• Instructions for the task: Below are the records; locate each line with the word "Cattleya" and copy it.

[Stored items]
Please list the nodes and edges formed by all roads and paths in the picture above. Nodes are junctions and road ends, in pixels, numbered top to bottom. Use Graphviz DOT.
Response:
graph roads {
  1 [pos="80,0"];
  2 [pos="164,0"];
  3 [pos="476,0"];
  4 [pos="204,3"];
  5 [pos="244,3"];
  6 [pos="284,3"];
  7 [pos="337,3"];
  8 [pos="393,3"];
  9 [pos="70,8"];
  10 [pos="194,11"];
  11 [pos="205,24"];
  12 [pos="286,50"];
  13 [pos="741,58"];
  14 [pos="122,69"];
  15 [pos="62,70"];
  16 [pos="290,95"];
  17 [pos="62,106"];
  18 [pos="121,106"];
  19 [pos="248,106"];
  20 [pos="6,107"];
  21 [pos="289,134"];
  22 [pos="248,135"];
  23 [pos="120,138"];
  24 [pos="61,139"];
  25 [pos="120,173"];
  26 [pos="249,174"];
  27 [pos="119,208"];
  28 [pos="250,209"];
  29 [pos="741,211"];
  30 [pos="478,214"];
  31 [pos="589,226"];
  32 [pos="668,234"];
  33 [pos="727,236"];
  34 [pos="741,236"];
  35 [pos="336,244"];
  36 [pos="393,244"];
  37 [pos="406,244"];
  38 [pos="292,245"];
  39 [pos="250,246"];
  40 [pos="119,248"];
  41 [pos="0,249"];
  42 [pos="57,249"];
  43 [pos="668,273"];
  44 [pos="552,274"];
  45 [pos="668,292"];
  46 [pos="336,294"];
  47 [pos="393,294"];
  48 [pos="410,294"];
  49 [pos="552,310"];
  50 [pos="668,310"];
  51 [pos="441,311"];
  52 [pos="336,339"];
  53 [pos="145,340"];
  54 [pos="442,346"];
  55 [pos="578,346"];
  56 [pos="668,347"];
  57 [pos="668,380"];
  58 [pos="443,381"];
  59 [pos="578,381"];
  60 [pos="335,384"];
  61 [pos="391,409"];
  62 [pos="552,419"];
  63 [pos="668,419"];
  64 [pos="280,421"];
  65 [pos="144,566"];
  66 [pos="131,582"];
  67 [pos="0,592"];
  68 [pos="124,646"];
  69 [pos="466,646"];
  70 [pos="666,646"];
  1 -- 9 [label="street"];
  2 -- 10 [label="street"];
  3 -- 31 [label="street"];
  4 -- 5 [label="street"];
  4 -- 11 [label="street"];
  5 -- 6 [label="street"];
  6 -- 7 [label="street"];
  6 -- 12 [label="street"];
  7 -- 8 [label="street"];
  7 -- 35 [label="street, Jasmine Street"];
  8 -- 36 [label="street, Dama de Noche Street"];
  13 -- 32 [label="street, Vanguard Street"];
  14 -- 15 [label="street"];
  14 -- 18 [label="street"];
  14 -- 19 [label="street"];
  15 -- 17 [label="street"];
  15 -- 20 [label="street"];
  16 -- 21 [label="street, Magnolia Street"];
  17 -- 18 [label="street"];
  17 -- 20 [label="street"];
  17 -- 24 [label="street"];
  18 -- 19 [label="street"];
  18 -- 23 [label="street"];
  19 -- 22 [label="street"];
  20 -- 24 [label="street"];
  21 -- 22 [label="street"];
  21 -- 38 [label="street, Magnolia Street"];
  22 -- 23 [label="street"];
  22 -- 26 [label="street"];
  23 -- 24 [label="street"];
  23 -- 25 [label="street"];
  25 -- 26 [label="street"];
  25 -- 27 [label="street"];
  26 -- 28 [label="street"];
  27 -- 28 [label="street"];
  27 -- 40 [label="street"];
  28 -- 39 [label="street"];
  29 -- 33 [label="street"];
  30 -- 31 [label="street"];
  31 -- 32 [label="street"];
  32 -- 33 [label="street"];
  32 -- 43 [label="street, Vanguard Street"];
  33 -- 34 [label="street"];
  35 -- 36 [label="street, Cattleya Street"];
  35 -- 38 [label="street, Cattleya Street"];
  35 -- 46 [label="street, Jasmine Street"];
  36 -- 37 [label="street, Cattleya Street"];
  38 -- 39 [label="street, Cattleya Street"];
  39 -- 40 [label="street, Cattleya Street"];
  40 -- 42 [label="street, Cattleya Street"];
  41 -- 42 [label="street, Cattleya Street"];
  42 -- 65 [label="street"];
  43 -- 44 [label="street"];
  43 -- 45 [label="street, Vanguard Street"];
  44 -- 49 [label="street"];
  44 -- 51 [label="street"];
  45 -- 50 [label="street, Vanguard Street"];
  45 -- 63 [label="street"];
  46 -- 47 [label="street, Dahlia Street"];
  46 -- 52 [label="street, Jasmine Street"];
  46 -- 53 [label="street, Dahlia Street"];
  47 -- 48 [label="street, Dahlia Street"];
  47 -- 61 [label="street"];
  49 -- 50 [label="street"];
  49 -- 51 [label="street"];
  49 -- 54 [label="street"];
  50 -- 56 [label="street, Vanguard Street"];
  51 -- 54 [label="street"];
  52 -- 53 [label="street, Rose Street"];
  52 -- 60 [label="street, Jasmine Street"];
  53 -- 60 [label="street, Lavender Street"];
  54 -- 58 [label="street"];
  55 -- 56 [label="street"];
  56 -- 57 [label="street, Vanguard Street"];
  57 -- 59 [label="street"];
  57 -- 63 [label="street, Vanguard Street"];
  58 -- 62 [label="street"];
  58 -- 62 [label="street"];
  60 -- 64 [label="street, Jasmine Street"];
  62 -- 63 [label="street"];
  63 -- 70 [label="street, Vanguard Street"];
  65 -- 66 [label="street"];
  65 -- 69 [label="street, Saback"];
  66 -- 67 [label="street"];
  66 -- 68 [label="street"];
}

• Solution to this task:
  35 -- 36 [label="street, Cattleya Street"];
  35 -- 38 [label="street, Cattleya Street"];
  36 -- 37 [label="street, Cattleya Street"];
  38 -- 39 [label="street, Cattleya Street"];
  39 -- 40 [label="street, Cattleya Street"];
  40 -- 42 [label="street, Cattleya Street"];
  41 -- 42 [label="street, Cattleya Street"];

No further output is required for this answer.